Of course, it sounds like a dubious scenario, But there is already an intensifying push to develop Arctic resources and test shipping routes that could soon become practical should the floating sea ice in the Arctic routinely vanish in future summers.


Sensing this shift, the U.S. Coast Guard has already proposed establishing its first permanent Arctic presence, a helicopter station in Barrow, Alaska, the northernmost town in the United States.


It’s not a stretch to think of Barrow as a hub for expanding commercial fishing and trade through the Bering Strait.


The strategic significance of an ''opening Arctic'' recently was described in an article by Scott Borgerson, a former Coast Guard officer who is now a scholar at the Council on Foreign Relations.


"It is no longer a matter of if, but when, the Arctic Ocean will open to regular marine transportation and exploration of its lucrative natural-resource deposits," he wrote.

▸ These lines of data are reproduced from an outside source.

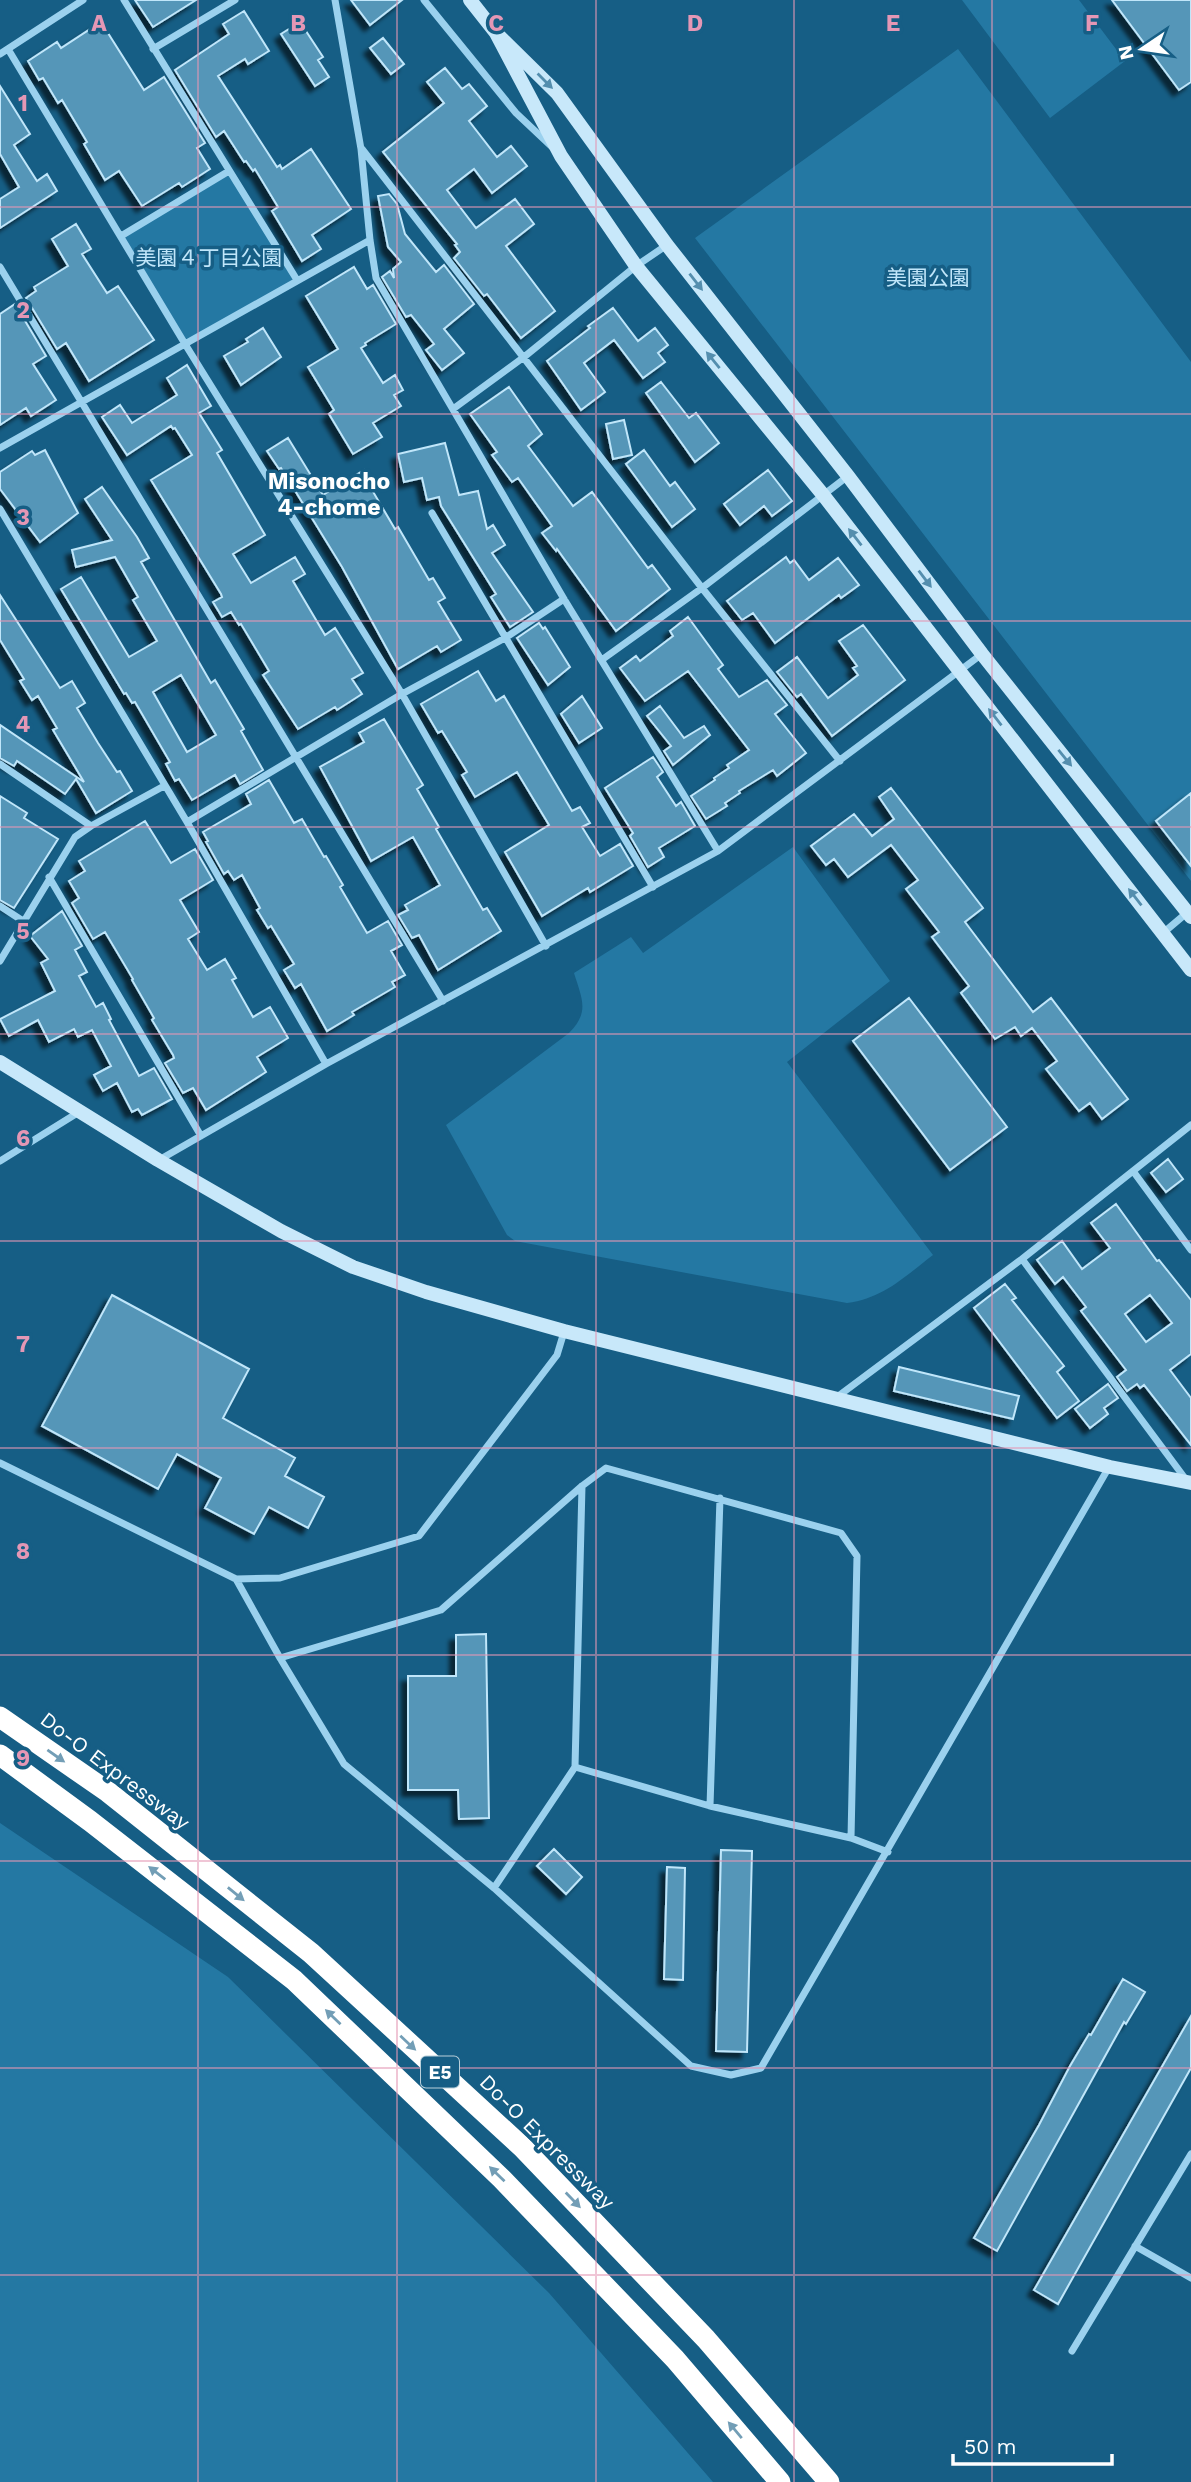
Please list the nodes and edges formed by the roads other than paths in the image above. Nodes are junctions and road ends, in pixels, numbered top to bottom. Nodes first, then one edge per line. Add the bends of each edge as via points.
1 (83, 0) edge
2 (124, 0) edge
3 (235, 0) edge
4 (335, 0) edge
5 (424, 0) edge
6 (470, 0) edge
7 (496, 33) junction
8 (8, 49) junction
9 (153, 49) junction
10 (0, 54) edge
11 (362, 149) junction
12 (561, 156) junction
13 (229, 171) junction
14 (121, 236) junction
15 (370, 240) junction
16 (667, 245) junction
17 (636, 266) junction
18 (0, 268) edge
19 (297, 280) junction
20 (185, 344) junction
21 (524, 357) junction
22 (82, 403) junction
23 (453, 409) junction
24 (0, 448) edge
25 (848, 476) junction
26 (824, 496) junction
27 (0, 509) edge
28 (432, 513) dead end
29 (702, 588) junction
30 (564, 599) junction
31 (505, 638) junction
32 (982, 654) junction
33 (603, 659) junction
34 (960, 673) junction
35 (402, 694) junction
36 (297, 757) junction
37 (840, 761) junction
38 (0, 764) edge
39 (164, 786) junction
40 (187, 822) junction
41 (90, 826) junction
42 (718, 851) junction
43 (49, 877) junction
44 (653, 887) junction
45 (0, 906) edge
46 (1190, 913) edge
47 (23, 921) junction
48 (1163, 933) junction
49 (546, 946) junction
50 (0, 961) edge
51 (1191, 970) edge
52 (443, 1001) junction
53 (0, 1062) edge
54 (326, 1064) junction
55 (80, 1112) junction
56 (1191, 1125) edge
57 (201, 1136) junction
58 (158, 1160) junction
59 (0, 1161) edge
60 (1133, 1171) junction
61 (1191, 1250) edge
62 (1022, 1259) junction
63 (564, 1331) junction
64 (837, 1397) junction
65 (0, 1462) edge
66 (1110, 1467) junction
67 (1189, 1482) edge
68 (582, 1486) junction
69 (720, 1498) junction
70 (236, 1579) junction
71 (280, 1658) junction
72 (0, 1717) edge
73 (0, 1755) edge
74 (575, 1767) junction
75 (710, 1806) junction
76 (850, 1838) junction
77 (888, 1852) junction
78 (494, 1888) junction
79 (1191, 2154) edge
80 (1135, 2246) junction
81 (1191, 2278) edge
82 (1072, 2351) dead end
83 (780, 2482) edge
84 (829, 2482) edge

1 - 8 street
2 - 9 street
3 - 9 street
4 - 11 street
5 - 12 street via 516,113
6 - 7 street
7 - 12 street
7 -> 16 street via 557,93
8 - 10 street
8 - 14 street
9 - 13 street
11 - 15 street
11 - 21 street
12 - 17 street
13 - 14 street
13 - 19 street
14 - 20 street
15 - 19 street
15 - 23 street via 376,278
16 - 17 street
16 -> 25 street
17 - 21 street
26 -> 17 street
18 - 22 street
19 - 20 street
20 - 22 street
20 - 35 street
21 - 23 street
21 - 29 street
22 - 24 street
22 - 36 street
23 - 30 street
25 - 26 street
25 -> 32 street
26 - 29 street
34 -> 26 street
27 - 39 street
28 - 31 street
29 - 33 street
29 - 37 street
30 - 31 street
30 - 33 street
31 - 35 street
31 - 44 street
32 - 34 street
32 -> 46 street
33 - 42 street
34 - 37 street
48 -> 34 street
35 - 36 street
35 - 49 street
36 - 40 street
36 - 52 street
37 - 42 street
38 - 41 street
39 - 40 street
39 - 41 street
40 - 54 street
41 - 43 street via 75,837
42 - 44 street
43 - 47 street
43 - 57 street
44 - 49 street
45 - 47 street
46 - 48 street
47 - 50 street
48 - 51 street
49 - 52 street
52 - 54 street
53 - 55 street
54 - 57 street
55 - 58 street
55 - 59 street
56 - 60 street
57 - 58 street
58 - 63 street via 354,1267
60 - 61 street
60 - 62 street
62 - 64 street
62 - 67 street
63 - 64 street
63 - 70 street via 557,1355 419,1536 280,1578
64 - 66 street
65 - 70 street
66 - 67 street
66 - 77 street
68 - 69 street via 606,1468
68 - 71 street via 441,1610
68 - 74 street
69 - 75 street
69 - 76 street via 841,1532 858,1556
70 - 71 street
71 - 78 street via 344,1764
72 -> 84 highway, Do-O Expressway / E5 via 108,1792 311,1953 512,2138 706,2339
83 -> 73 highway, E5 via 675,2359 502,2179 294,1980
74 - 75 street
74 - 78 street
75 - 76 street
76 - 77 street
77 - 78 street via 761,2068 731,2075 691,2066
79 - 80 street
80 - 81 street
80 - 82 street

While he didn't mention polar cities per se, it's not a stretch to imagine where they will first be situated. Mr. Malone's book is paving the way humans will see the future -- and polar life.


As humans are driven to Arctic shores by climate calamity at lower latitudes over the next thousand years -- perhaps sooner! --it’s a sure bet that the far north will be an ever busier place. Urban planners, get out your mukluks. Readers, use this far-seeing book as a home resource to help you to envision what life might very well be like for our ancestors, far far down "the road."